UBC Theses and Dissertations
Reliable and efficient transmission of compressive-sensed electroencephalogram signals Rmeily, Patrick
As technologies around us are emerging at a rapid rate, wireless body sensor networks (WBSN)s are increasingly being deployed to provide comfort and safety to patients. WBSNs can monitor the patient's health and transmit the collected data to a remote location where it can be assessed. Such data is collected and transmitted using low battery devices such as specialized sensors or even smart phones. To elongate the battery life, the energy spent on acquiring, processing and transmitting the data should be minimized.
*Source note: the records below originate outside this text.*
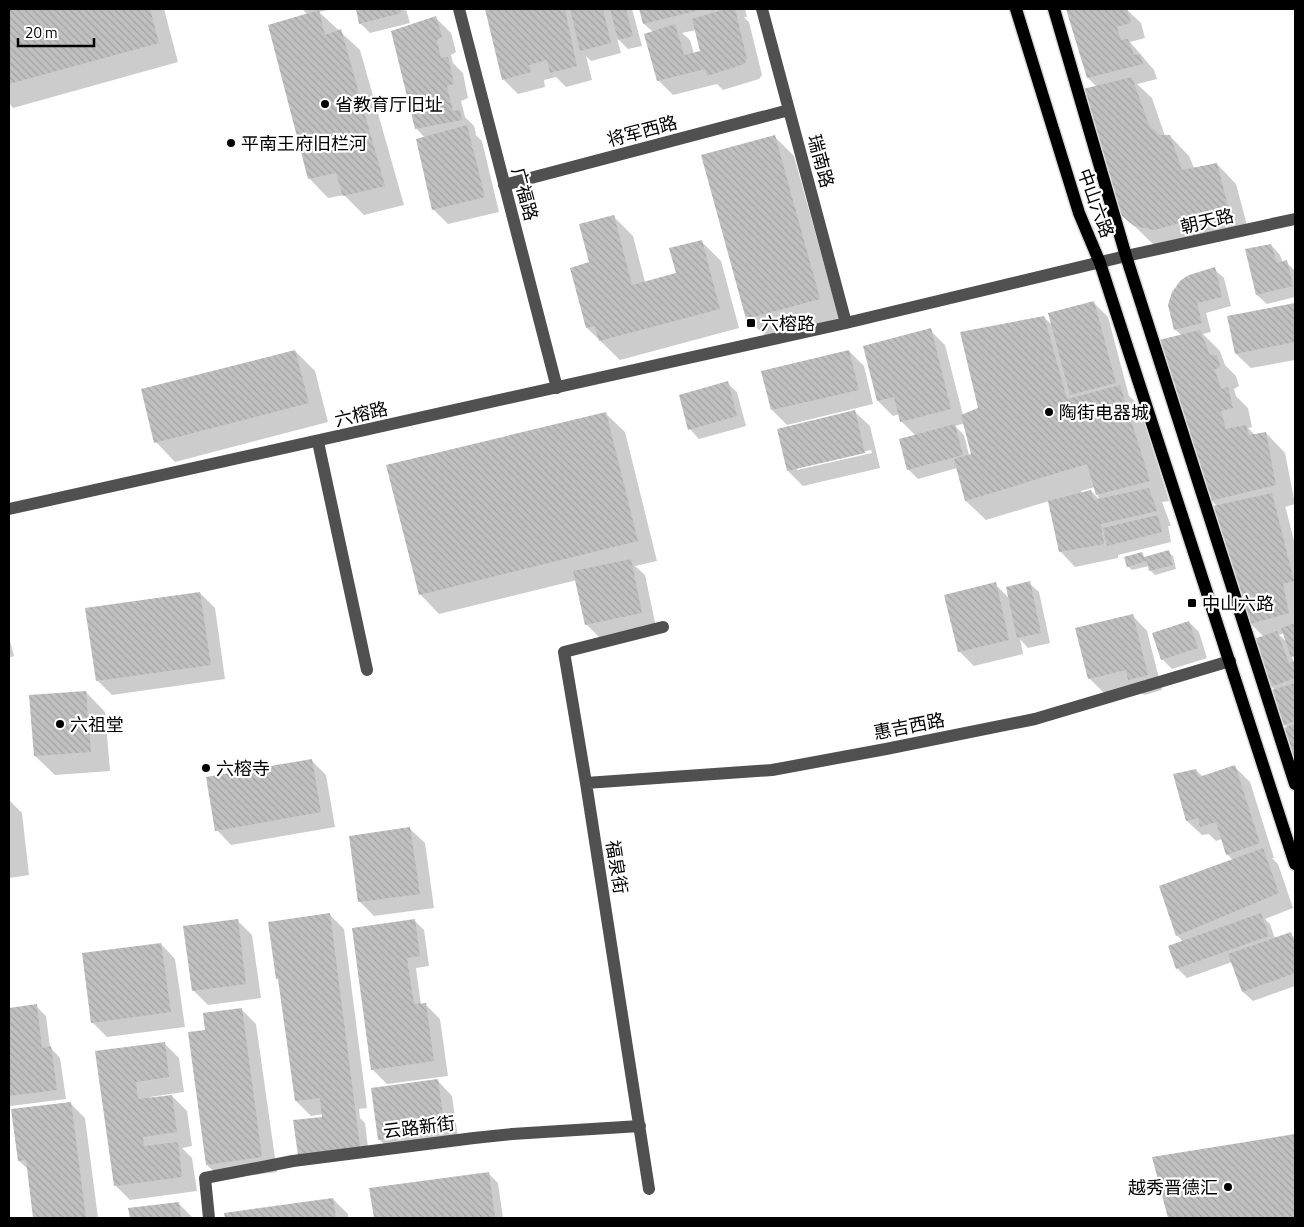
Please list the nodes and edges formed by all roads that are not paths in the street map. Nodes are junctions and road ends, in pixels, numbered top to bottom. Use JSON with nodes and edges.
{"nodes":[{"id":1,"x":459,"y":9,"type":"edge"},
{"id":2,"x":762,"y":9,"type":"edge"},
{"id":3,"x":1016,"y":9,"type":"edge"},
{"id":4,"x":1054,"y":9,"type":"edge"},
{"id":5,"x":789,"y":110,"type":"junction"},
{"id":6,"x":504,"y":186,"type":"junction"},
{"id":7,"x":1295,"y":219,"type":"edge"},
{"id":8,"x":1126,"y":256,"type":"junction"},
{"id":9,"x":1100,"y":263,"type":"junction"},
{"id":10,"x":846,"y":323,"type":"junction"},
{"id":11,"x":557,"y":388,"type":"junction"},
{"id":12,"x":318,"y":442,"type":"junction"},
{"id":13,"x":9,"y":509,"type":"edge"},
{"id":14,"x":663,"y":627,"type":"dead end"},
{"id":15,"x":1230,"y":661,"type":"junction"},
{"id":16,"x":367,"y":670,"type":"dead end"},
{"id":17,"x":586,"y":783,"type":"junction"},
{"id":18,"x":1295,"y":784,"type":"edge"},
{"id":19,"x":1295,"y":864,"type":"edge"},
{"id":20,"x":640,"y":1126,"type":"junction"},
{"id":21,"x":649,"y":1189,"type":"dead end"},
{"id":22,"x":209,"y":1218,"type":"edge"}],
"edges":[{"from":1,"to":6,"type":"street","name":"广福路"},
{"from":2,"to":5,"type":"street","name":"瑞南路"},
{"from":3,"to":9,"type":"main road","name":"中山六路"},
{"from":4,"to":8,"type":"main road","name":"中山六路"},
{"from":5,"to":6,"type":"street","name":"将军西路"},
{"from":5,"to":10,"type":"street","name":"瑞南路"},
{"from":6,"to":11,"type":"street","name":"广福路"},
{"from":7,"to":8,"type":"street","name":"朝天路"},
{"from":8,"to":9,"type":"street","name":"朝天路"},
{"from":8,"to":18,"type":"main road","name":"中山六路"},
{"from":9,"to":10,"type":"street","name":"六榕路"},
{"from":9,"to":15,"type":"main road","name":"中山六路"},
{"from":10,"to":11,"type":"street","name":"六榕路"},
{"from":11,"to":12,"type":"street","name":"六榕路"},
{"from":12,"to":13,"type":"street","name":"六榕路"},
{"from":12,"to":16,"type":"street"},
{"from":14,"to":17,"type":"street","name":"福泉街"},
{"from":15,"to":17,"type":"street","name":"惠吉西路"},
{"from":15,"to":19,"type":"main road","name":"中山六路"},
{"from":17,"to":20,"type":"street","name":"福泉街"},
{"from":20,"to":21,"type":"street","name":"福泉街"},
{"from":20,"to":22,"type":"street","name":"云路新街"}]}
The thesis addresses the case of electroencephalogram (EEG)signals. It studies the energy spent in the sensor node, mainly in the processing stage, i.e. after acquiring the data and before transmitting it to a certain receiver-end in a wireless fashion. To minimize this energy, the number of bits to be processed and transmitted must be minimized. Compressive sampling (CS) is ideal for such a purpose as it requires minimal number of computations to compress a signal. For transmitting the signals acquired by CS, we studied their quantization followed by 2 different schemes. Scheme 1 applies lossless Huffman coding for further compression that allows perfect reconstruction. This is followed by a Reed-Solomon (RS) code to protect the data from errors during transmission. Scheme 2 does not apply any further compression. It only quantizes the data and applies the RS code to it. Both schemes were then enhanced by adding an interleaver and deinterleaver that improved the results. The data was then sent in packets over a transmission channel which was simulated using a 2-state Markov model. Under ideal channel conditions, Scheme 1 with Huffman compression decreased the total number of bits sent by 5.45 %. The best scheme however was scheme 2 followed by an interleaver. It achieved the best signal reconstruction results under normal or noisy channel conditions.